BiletyDoFilharmonii.pl

Aktualności

NA 250. ROCZNICĘ URODZIN MICHAŁA KLEOFASA OGIŃSKIEGO

Piątkowy kameralny koncert z cyklu „JESTEŚMY STĄD...” uczcił pamięć polskiego kompozytora i działacza politycznego, Michała Kleofasa Ogińskiego. Solista Krzysztof Trzaskowski oczarował publiczność. Pochodzący z Białegostoku pianista zagrał Ogińskiego, Chopina, Szymanowskiego, Mozarta i Liszta.

 

04 opera

 

250. rocznicy urodzin Michała Kleofasa Ogińskiego patronuje UNESCO, a Opera i Filharmonia Podlaska przybliża sylwetkę polskiego kompozytora. Przed koncertem odbyło się spotkanie z cyklu „Co słychać?” (odbywające się w ramach programu „filharmonia/ostrożnie, wciąga!!!”), podczas którego Magdalena Gajl muzykologicznym okiem spojrzała na postać jubilata i ciekawie opowiedziała o niej słuchaczom. Multimedialna prelekcja, budująca historyczny i kulturowy kontekst dla Ogińskiego i jego dzieł, była interesującym wstępem do koncertu, na którym zagrane zostały 3 walce, Tempo di Minuetto i polonez a-moll „Pożegnanie ojczyzny”.
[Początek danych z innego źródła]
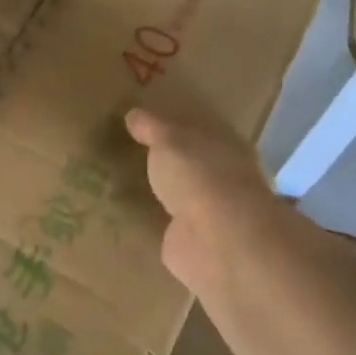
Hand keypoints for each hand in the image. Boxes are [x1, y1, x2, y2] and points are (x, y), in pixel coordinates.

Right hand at [124, 106, 277, 302]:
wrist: (215, 239)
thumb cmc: (198, 175)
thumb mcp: (168, 139)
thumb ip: (152, 127)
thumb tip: (134, 114)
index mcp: (225, 145)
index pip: (201, 128)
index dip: (177, 123)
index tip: (149, 120)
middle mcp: (223, 177)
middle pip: (194, 162)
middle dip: (171, 158)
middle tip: (136, 150)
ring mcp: (210, 212)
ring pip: (183, 193)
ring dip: (165, 190)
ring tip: (130, 181)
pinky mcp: (192, 240)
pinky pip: (170, 223)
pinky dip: (156, 219)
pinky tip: (134, 214)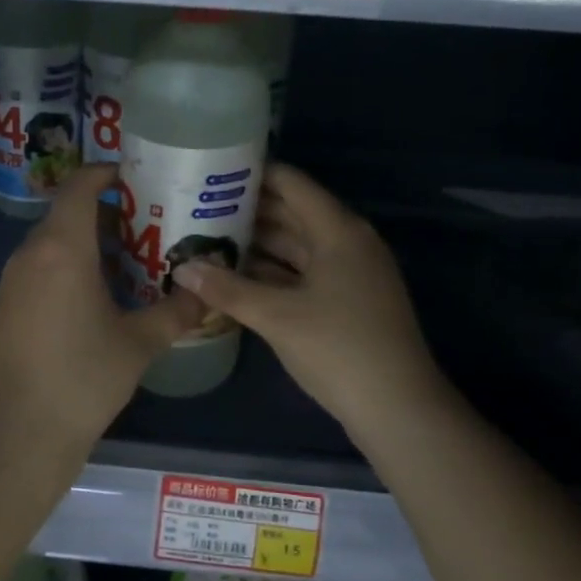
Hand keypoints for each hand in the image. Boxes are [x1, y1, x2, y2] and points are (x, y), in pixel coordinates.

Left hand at [0, 164, 205, 451]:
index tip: (141, 179)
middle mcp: (30, 253)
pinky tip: (99, 295)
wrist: (19, 434)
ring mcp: (12, 280)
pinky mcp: (6, 305)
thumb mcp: (139, 344)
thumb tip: (205, 292)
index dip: (108, 172)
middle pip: (68, 212)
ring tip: (133, 258)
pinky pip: (41, 266)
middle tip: (152, 224)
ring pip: (54, 241)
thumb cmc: (83, 380)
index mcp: (62, 249)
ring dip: (90, 241)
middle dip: (109, 212)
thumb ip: (176, 311)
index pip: (80, 185)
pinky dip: (70, 265)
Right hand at [172, 164, 448, 434]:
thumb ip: (227, 289)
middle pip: (292, 213)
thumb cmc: (338, 348)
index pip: (291, 184)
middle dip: (247, 210)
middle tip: (196, 207)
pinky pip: (302, 272)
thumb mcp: (277, 317)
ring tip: (207, 238)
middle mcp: (346, 242)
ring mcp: (349, 273)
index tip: (211, 171)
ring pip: (295, 245)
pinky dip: (271, 272)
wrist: (397, 408)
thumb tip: (182, 268)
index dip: (253, 173)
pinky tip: (234, 277)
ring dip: (256, 244)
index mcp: (338, 230)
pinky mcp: (346, 300)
Słuchaczy koncertu urzekły też wykonania utworów Mozarta, Liszta i Szymanowskiego, a także, w szczególności, Chopina. Krzysztof Trzaskowski zagrał rondo c-moll op. 1, mazurki op. 30 (c-moll, h-moll, Des-dur, cis-moll), polonez As-dur op. 53, nokturn H-dur op. 9 nr 3, walce op. 64 nr 1 cis-moll, nr 2 Des-dur oraz scherzo cis-moll op. 39. Białostoczanina można nazwać specjalistą od Chopina: nie tylko jest finalistą Ogólnopolskiego Konkursu Pianistycznego im. F. Chopina dla Kandydatów do XV Międzynarodowego Konkursu Pianistycznego im. F. Chopina (2005) i półfinalistą XV Międzynarodowego Konkursu Pianistycznego im. F. Chopina, ale także współpracował z A. Makowiczem podczas obchodów Roku Chopinowskiego, grając serię koncertów „Chopin klasycznie i na jazzowo”, a na 200. rocznicę urodzin kompozytora z Żelazowej Woli prowadził kursy mistrzowskie w Indiach i nagrał płytę „Chopin for India”.

 

W piątek odbyła się także emisja październikowego odcinka „Odeskiej 1” w TVP Białystok. Zachęcamy do obejrzenia programu w internecie.